==== TASK INPUT

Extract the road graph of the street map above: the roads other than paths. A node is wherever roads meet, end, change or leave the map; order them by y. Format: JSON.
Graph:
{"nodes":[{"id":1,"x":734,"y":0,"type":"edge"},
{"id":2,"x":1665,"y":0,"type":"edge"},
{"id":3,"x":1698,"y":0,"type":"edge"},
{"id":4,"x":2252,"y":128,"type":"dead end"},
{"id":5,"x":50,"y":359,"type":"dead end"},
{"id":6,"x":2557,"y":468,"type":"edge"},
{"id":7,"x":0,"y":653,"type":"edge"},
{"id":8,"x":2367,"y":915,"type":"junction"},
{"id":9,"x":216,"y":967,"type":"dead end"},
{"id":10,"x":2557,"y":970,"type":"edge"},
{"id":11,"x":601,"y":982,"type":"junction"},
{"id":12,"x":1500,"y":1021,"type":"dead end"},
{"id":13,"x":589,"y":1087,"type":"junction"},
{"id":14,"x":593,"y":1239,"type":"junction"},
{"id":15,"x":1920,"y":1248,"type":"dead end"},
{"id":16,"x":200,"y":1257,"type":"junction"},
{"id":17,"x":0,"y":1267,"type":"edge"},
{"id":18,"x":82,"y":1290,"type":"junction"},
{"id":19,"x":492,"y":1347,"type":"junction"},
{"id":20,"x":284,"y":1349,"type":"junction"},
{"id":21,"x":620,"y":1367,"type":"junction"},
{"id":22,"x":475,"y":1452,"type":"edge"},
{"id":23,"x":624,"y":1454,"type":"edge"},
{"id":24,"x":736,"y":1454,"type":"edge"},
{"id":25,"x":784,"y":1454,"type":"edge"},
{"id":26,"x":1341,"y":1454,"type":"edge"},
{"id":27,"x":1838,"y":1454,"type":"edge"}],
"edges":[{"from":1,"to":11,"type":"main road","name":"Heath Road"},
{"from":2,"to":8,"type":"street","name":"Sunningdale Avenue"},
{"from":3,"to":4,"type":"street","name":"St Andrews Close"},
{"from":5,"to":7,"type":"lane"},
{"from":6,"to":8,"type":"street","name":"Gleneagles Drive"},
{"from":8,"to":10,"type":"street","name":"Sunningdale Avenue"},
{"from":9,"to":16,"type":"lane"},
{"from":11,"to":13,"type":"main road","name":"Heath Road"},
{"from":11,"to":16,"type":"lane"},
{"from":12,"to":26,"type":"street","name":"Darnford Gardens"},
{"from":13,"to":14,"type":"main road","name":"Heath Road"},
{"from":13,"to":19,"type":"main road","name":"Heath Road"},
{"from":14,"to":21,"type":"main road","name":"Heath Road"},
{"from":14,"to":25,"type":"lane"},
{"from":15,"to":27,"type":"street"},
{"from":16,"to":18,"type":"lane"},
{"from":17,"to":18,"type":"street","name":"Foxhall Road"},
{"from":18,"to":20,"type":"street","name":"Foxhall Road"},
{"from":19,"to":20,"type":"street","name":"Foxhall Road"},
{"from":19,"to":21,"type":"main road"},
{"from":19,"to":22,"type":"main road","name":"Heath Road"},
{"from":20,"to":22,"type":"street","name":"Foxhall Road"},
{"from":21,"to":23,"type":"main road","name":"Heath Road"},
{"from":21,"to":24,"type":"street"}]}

========

**EXERCISE:** In the data above, each line holding "lane" is to be found and copied.

**EXERCISE SOLUTION:**
{"from":5,"to":7,"type":"lane"},
{"from":9,"to":16,"type":"lane"},
{"from":11,"to":16,"type":"lane"},
{"from":14,"to":25,"type":"lane"},
{"from":16,"to":18,"type":"lane"},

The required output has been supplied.